[Work to complete] Retype the records below so that each one matches exactly.

☆ ☆ ☆ ☆

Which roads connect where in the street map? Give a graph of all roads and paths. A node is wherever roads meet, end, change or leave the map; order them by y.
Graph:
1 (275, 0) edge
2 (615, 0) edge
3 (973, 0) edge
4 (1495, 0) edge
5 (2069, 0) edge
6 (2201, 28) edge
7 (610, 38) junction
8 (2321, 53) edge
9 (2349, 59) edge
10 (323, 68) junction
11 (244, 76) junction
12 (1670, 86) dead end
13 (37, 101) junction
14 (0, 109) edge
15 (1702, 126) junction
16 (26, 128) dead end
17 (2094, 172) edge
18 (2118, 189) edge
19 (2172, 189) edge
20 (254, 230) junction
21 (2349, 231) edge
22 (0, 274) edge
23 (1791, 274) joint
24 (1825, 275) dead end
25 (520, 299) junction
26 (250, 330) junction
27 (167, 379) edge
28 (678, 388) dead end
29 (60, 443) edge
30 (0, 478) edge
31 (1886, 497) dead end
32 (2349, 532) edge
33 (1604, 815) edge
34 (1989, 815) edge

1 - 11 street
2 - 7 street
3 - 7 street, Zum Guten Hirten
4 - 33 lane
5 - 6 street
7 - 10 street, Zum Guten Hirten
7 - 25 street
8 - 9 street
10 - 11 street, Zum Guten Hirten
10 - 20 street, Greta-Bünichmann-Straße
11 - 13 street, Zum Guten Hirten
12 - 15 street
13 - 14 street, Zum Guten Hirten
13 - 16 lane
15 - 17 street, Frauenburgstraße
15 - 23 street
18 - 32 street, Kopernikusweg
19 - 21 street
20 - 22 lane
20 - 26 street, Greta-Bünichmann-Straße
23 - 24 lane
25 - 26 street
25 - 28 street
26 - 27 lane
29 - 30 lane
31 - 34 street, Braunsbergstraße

☆ ☆ ☆ ☆

[Exercise output]
Which roads connect where in the street map? Give a graph of all roads and paths. A node is wherever roads meet, end, change or leave the map; order them by y.
Graph:
1 (275, 0) edge
2 (615, 0) edge
3 (973, 0) edge
4 (1495, 0) edge
5 (2069, 0) edge
6 (2201, 28) edge
7 (610, 38) junction
8 (2321, 53) edge
9 (2349, 59) edge
10 (323, 68) junction
11 (244, 76) junction
12 (1670, 86) dead end
13 (37, 101) junction
14 (0, 109) edge
15 (1702, 126) junction
16 (26, 128) dead end
17 (2094, 172) edge
18 (2118, 189) edge
19 (2172, 189) edge
20 (254, 230) junction
21 (2349, 231) edge
22 (0, 274) edge
23 (1791, 274) joint
24 (1825, 275) dead end
25 (520, 299) junction
26 (250, 330) junction
27 (167, 379) edge
28 (678, 388) dead end
29 (60, 443) edge
30 (0, 478) edge
31 (1886, 497) dead end
32 (2349, 532) edge
33 (1604, 815) edge
34 (1989, 815) edge

1 - 11 street
2 - 7 street
3 - 7 street, Zum Guten Hirten
4 - 33 lane
5 - 6 street
7 - 10 street, Zum Guten Hirten
7 - 25 street
8 - 9 street
10 - 11 street, Zum Guten Hirten
10 - 20 street, Greta-Bünichmann-Straße
11 - 13 street, Zum Guten Hirten
12 - 15 street
13 - 14 street, Zum Guten Hirten
13 - 16 lane
15 - 17 street, Frauenburgstraße
15 - 23 street
18 - 32 street, Kopernikusweg
19 - 21 street
20 - 22 lane
20 - 26 street, Greta-Bünichmann-Straße
23 - 24 lane
25 - 26 street
25 - 28 street
26 - 27 lane
29 - 30 lane
31 - 34 street, Braunsbergstraße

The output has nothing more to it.